This Wednesday evening, April 15th, 2015 is Holocaust Remembrance Day. On Thursday, April 2nd, 2015 an agreement was reached between Iran and the United States to lay the groundwork for another Holocaust, one much more technologically advanced, one much more capable of carrying out its goals.  On what day will we commemorate the future Holocaust against Israel? Or will there be anyone left to remember it?

Remembering Past Holocausts

After all, the Nazi Holocaust wasn’t the first; it was just more effective, using the most advanced technology of the mid-twentieth century. Weapons and instruments of torture based on seventeenth century technology led to the brutal destruction of three hundred thousand Jews in what was essentially a feud between the Cossacks and Tartars, Poland, Lithuania and the Ukraine, with a mix of rivalry between branches of Christianity.

Atavistic Hatred Original art by Esti Mayer

Atavistic Hatred
Original art by Esti Mayer

The gas chambers of the Nazis, the scythes and pitchforks of the Ukrainian peasants were nothing compared to the killing power of nuclear weapons. In the future Holocaust, Technology developed in large part by Jews may be used to rid the world of the Jewish state.

It’s clear that Israel cannot depend on the United States to protect its interests. The U.S. has abdicated its role as the world’s policeman, allowing gangs of religious fanatics and dictators to run rampant, pursuing their own evil agendas. It’s clear that Jews cannot depend on local police forces to defend their safety in cities and countries throughout the world.

It also seems clear that the Jews cannot depend on God alone to protect their physical well-being.

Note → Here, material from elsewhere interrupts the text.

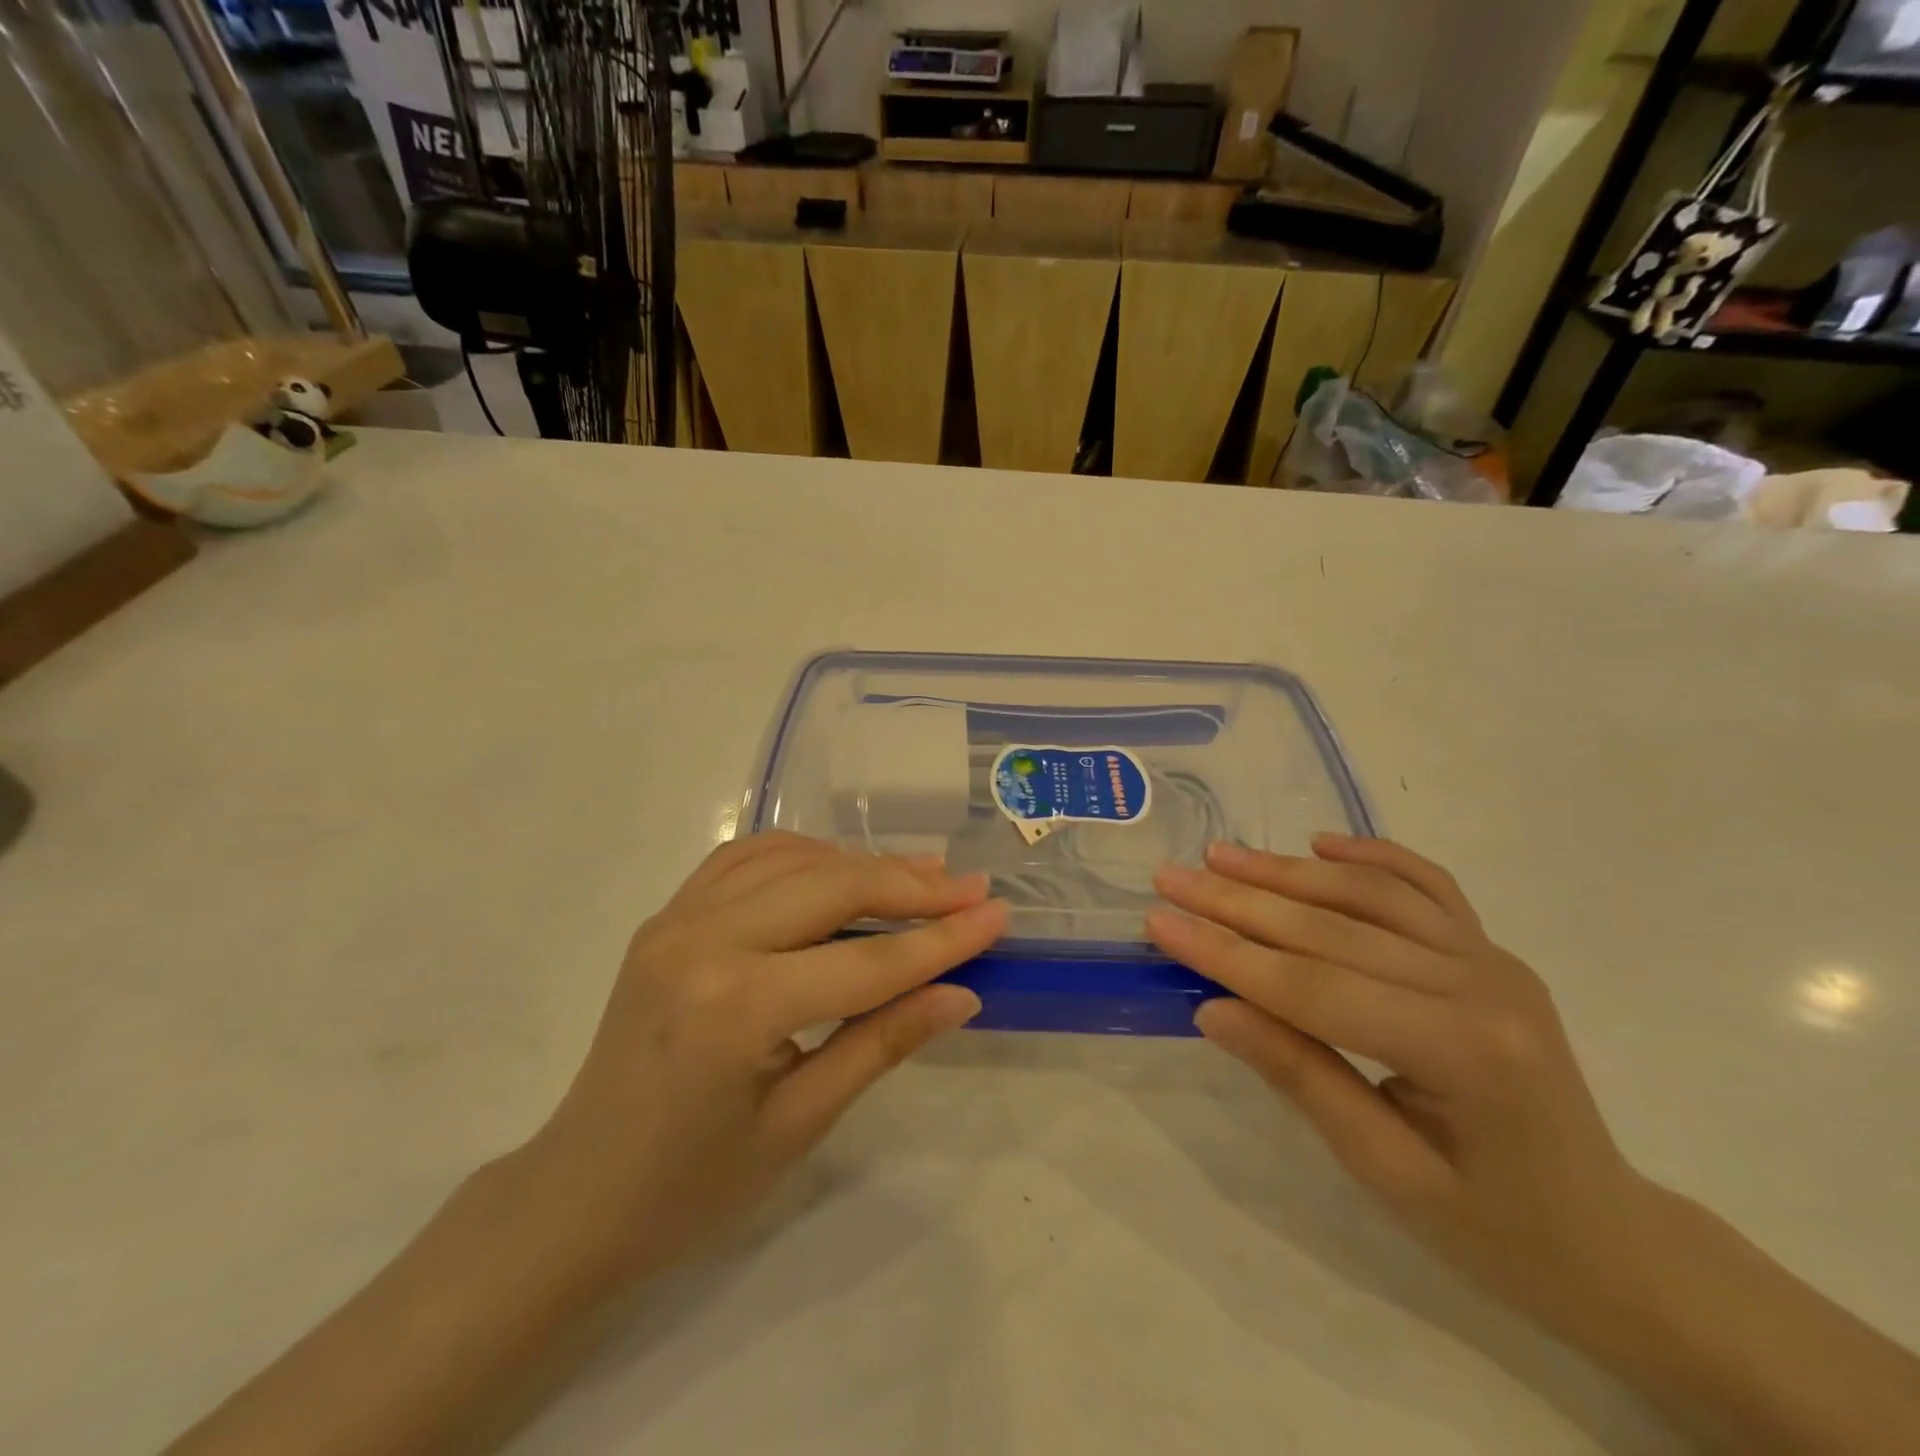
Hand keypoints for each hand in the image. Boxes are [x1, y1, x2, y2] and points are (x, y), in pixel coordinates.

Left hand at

Many scholars and thinkers have been asking whether the unparalleled event of the Holocaust did not create a most serious existential crisis in which the text by definition was invalidated. After six million Jews, including nearly two million children, lost their lives within five years under the cruelest of circumstances, can we still seriously speak about a viable covenant in which God promised to protect His people?… The Holocaust, they believe, proved that we have only ourselves to rely on, and that even the return to Israel is to be understood as a secular liberation of the galut experience.

To write God out of the picture would be to write Judaism and the Jewish people out of the picture. So that too, is not a viable course of action.

Preventing the Future Holocaust

In fact, there is no correct answer, no proper course of action. There are too many variables, too many characters acting with their own free will; acting from a set of beliefs and values that are totally alien to us. Only hindsight may enable us to know what were the right and wrong choices in dealing with Iran’s promise to annihilate Israel, to destroy the Jews.

My great-grandfather was the senior rabbi in Warsaw during the Nazi holocaust. Prior to the war (following the death or Rabbi Kook), he was offered the position of Chief Rabbi of Palestine (Israel). Knowing difficult times were coming, he refused to leave his community in Poland, although he encouraged others to move there. At the outbreak of the war, Jewish leaders wanted to evacuate him to safety. Again, he refused to leave his people. When faced with a round-up by the Nazis, he made his decision. (A few rabbinic leaders made a different kind of decision)

Tirosh Veyaitzher

Tirosh Veyaitzher

Rabbi Zvi Yecheskiel Michelson, dean of the Warsaw rabbinate, deliberately remained at home while a large roundup was on. He did not go out as the Germans ordered, but put on his prayer shawl and phylacteries and stayed inside. He preferred to be shot on the spot, hoping that this his boy would be thrown into one of the wagons that accompanied the roundup and find a last resting place in the Jewish cemetery. So he willingly opened the door to the search party, but when the Germans saw the tall old man, with his long silver-white beard, they became uneasy. One of them mumbled, according to the Jewish policeman who accompanied the search: “This must be Moses in person.” They slammed the door shut and left the aged rabbi alone. He must have decided then that staying with his people in their last moments was even more important than being buried in a Jewish cemetery. He rose, went down to the courtyard, and joined the marching ranks of Jews towards the Umschlag, from which the people were sent to Treblinka. (p. xiii)

May the blood of my great-grandfather be avenged. May the future holocaust be prevented.